The start of the exhibition is a self-constituted inference that until quite recently, in the 20th Century, our thoughts and ideas aroused and stayed in a particular place – mostly at home, near the radio or TV. Today we no longer talk about it or rather we talk differently – with devices in our pockets, meeting somewhere in-between, mostly on the street. Progress is the result of excess, quoting Paul Virilio, “we no longer fight it.”2Armands Zelchs was occupied with plaster casting for many weeks and often returned home rather late. Perhaps while staring at some screen, he began wondering about the fact that a lot more creativity is applied to product advertising compared to the actual costs of production. Let’s assume that galaxies and the Universe are popular attributes to the things that no one actually gets. Moreover, it’s not only on Space but also on products that carry its name. In this way, the sense of the new, the other space, in combination with the ever smaller-bigger, thinner and lighter, signals about the object that is disappearing. But let’s pause a while, the situation is interesting: as some half-thing or by-thing, it has lost the link to the subject matter, the function or support (form) it was made for, and now becomes a combination of simple planes, curves and spheres. One could even say that one of the space limitations has been lost. The starting combinations created for a specific purpose, after the execution of the task remain relatively abstract formations: free, confused, and thereof eligible for further variations. Form, liberated from the thing, is no longer recognizable, but the imprint of the thing once having existed, is inevitably present. This disappearing object like some fossil or scrap leads us back to the conceptual meaning of art, to the artworks themselves performing some activity. We are faced here with neon lights, plaster objects, some photos, and looking at this set we feel that some vague, but real desires are satisfied.
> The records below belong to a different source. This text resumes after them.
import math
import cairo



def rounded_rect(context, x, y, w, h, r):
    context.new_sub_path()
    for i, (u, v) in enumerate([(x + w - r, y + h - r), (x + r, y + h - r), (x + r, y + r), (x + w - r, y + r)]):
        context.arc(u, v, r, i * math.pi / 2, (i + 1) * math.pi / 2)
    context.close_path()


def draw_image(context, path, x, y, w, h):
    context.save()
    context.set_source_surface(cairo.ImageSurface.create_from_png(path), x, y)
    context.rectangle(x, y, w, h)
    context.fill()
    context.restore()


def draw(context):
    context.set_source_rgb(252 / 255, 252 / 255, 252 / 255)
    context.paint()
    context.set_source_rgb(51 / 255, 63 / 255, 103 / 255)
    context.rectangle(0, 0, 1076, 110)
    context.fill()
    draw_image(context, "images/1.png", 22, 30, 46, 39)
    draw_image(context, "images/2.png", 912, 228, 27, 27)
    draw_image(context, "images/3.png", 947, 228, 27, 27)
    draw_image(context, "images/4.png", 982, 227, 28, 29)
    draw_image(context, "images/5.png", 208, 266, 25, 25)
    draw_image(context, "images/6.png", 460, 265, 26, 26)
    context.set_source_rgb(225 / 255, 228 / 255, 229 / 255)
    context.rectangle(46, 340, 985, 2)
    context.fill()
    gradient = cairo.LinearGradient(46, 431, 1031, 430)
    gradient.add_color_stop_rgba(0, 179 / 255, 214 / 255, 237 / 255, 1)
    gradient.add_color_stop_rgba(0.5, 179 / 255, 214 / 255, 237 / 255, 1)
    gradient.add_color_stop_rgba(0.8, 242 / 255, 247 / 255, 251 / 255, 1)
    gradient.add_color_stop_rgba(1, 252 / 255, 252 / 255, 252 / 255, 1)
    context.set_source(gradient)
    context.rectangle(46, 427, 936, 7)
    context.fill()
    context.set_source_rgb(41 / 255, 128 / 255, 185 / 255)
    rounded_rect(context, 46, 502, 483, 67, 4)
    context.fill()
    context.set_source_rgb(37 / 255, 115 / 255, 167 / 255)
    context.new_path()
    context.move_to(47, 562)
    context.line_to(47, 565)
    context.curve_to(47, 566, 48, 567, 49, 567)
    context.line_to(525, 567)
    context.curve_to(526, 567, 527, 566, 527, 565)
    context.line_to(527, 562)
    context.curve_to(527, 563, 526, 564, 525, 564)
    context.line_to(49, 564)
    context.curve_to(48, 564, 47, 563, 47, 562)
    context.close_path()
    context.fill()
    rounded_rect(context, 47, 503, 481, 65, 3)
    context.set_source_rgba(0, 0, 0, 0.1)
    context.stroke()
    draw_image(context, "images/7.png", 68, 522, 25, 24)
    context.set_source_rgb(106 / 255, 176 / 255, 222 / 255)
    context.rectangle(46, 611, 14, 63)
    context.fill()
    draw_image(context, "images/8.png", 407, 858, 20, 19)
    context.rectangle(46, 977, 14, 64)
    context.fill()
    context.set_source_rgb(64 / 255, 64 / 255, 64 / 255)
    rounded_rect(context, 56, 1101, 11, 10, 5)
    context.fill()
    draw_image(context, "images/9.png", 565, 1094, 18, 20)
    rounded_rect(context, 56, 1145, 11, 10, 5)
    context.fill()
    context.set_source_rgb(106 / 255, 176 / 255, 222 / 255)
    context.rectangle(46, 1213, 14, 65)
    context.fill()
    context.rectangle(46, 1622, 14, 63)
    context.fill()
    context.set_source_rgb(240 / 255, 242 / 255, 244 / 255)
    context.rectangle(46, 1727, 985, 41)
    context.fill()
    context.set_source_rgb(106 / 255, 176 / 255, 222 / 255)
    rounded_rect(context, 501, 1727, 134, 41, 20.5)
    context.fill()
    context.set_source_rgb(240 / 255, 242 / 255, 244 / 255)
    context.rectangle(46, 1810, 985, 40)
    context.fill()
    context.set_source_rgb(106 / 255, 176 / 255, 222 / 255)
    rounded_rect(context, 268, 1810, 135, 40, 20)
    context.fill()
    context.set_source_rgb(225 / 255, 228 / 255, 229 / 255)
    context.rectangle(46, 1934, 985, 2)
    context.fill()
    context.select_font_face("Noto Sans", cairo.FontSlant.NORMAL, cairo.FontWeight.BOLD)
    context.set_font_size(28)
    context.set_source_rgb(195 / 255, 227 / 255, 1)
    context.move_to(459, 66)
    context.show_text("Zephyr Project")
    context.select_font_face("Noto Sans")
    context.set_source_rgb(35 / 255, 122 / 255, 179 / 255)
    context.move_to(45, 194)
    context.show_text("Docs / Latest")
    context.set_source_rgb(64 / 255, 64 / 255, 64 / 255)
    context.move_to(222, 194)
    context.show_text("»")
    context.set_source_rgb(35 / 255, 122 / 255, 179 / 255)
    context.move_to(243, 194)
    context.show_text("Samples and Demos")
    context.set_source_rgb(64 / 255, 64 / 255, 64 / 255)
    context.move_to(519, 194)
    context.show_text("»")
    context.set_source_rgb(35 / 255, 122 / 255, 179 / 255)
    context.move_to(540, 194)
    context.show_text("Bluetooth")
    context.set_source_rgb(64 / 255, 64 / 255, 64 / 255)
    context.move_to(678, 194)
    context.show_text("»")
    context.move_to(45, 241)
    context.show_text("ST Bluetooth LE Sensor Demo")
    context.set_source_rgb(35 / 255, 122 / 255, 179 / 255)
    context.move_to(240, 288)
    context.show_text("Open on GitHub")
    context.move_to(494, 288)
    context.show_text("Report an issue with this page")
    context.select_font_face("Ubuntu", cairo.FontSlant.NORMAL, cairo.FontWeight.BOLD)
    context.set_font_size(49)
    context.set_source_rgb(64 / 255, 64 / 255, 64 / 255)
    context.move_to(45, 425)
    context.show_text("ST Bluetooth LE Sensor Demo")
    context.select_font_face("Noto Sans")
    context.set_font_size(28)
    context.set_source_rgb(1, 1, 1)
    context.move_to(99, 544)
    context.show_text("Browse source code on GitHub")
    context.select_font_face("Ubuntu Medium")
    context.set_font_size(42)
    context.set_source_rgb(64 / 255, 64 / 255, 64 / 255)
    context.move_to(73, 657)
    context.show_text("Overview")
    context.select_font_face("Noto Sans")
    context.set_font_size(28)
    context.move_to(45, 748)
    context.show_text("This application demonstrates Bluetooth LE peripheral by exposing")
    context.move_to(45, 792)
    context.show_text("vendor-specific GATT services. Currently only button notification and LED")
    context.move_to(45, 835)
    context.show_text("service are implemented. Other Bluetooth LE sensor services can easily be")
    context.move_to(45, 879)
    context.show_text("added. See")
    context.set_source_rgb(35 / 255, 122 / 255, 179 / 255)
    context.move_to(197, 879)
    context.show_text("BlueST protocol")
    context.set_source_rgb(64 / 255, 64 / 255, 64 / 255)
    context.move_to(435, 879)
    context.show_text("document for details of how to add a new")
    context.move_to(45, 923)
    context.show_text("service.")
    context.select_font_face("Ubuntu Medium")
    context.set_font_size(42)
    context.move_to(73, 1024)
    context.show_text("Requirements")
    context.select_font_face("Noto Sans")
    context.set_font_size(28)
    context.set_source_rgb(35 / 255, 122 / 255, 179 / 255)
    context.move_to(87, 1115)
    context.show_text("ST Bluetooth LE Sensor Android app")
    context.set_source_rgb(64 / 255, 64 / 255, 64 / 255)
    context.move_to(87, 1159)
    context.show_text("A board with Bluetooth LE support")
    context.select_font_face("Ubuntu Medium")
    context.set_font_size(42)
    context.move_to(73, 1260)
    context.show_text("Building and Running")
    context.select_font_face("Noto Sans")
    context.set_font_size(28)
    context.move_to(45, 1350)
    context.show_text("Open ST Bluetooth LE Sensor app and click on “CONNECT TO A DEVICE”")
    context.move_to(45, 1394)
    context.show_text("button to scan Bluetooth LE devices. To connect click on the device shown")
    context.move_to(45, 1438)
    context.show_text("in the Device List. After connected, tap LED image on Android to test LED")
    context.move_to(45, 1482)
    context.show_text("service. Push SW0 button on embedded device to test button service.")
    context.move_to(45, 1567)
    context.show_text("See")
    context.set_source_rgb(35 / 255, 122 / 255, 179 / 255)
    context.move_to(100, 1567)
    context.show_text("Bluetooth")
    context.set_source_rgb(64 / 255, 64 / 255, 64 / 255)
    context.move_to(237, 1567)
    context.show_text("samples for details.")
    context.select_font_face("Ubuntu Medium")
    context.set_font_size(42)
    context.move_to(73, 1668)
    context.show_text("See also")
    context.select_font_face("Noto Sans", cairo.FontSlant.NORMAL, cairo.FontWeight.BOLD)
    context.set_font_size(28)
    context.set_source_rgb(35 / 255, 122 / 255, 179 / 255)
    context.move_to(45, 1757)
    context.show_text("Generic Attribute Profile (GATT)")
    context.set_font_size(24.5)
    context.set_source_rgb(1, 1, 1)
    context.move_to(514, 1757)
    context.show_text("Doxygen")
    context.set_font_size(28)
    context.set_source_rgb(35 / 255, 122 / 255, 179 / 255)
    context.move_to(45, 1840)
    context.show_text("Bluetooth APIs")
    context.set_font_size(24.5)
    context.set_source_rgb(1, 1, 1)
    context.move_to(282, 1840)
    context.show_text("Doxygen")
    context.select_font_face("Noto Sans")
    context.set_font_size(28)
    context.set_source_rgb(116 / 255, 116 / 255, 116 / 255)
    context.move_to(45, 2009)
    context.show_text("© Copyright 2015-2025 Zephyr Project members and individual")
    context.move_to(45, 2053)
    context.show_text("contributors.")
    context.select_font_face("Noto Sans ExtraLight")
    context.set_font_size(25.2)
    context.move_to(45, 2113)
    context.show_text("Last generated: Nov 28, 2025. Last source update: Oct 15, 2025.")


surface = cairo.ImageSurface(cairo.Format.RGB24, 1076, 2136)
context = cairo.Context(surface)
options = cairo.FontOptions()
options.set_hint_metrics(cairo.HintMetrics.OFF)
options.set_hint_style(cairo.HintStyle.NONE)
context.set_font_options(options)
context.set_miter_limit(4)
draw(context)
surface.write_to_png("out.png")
The whole exhibition is a metaphor – a metaphor for art and consciousness which makes the artist be more like an image that is hoisted, hoisted on for the delight of the public. An exhibition was joined by its new title recently and yet just like life, which is not necessarily personal, it does not have any decisive meaning.
— Zane Onckule
Armands Zelchs (1978) has graduated from the Art Academy of Latvia, Department of Visual Communication and studied at the Berlin University of the Arts (UdK), Fine Arts Department. The artist works mainly with objects and his interest concerns the boundaries of human perception and its abilities. Zelchs has participated in contemporary art exhibitions in Latvia and Europe since 2007. Group exhibitions include 24 Spaces – A Cacophony at Malmö Konsthall (Malmö), gallery Stiftung akku Emmen, (Switzerland), Städtische Galerie Bremen (Germany), Moscow Museum of Modern Art (Russia). Previous solo exhibitions: Escape Attempt, Kim? (2009) and That which not which is. The name of that is known, (2011) Kim? Contemporary Art Centre.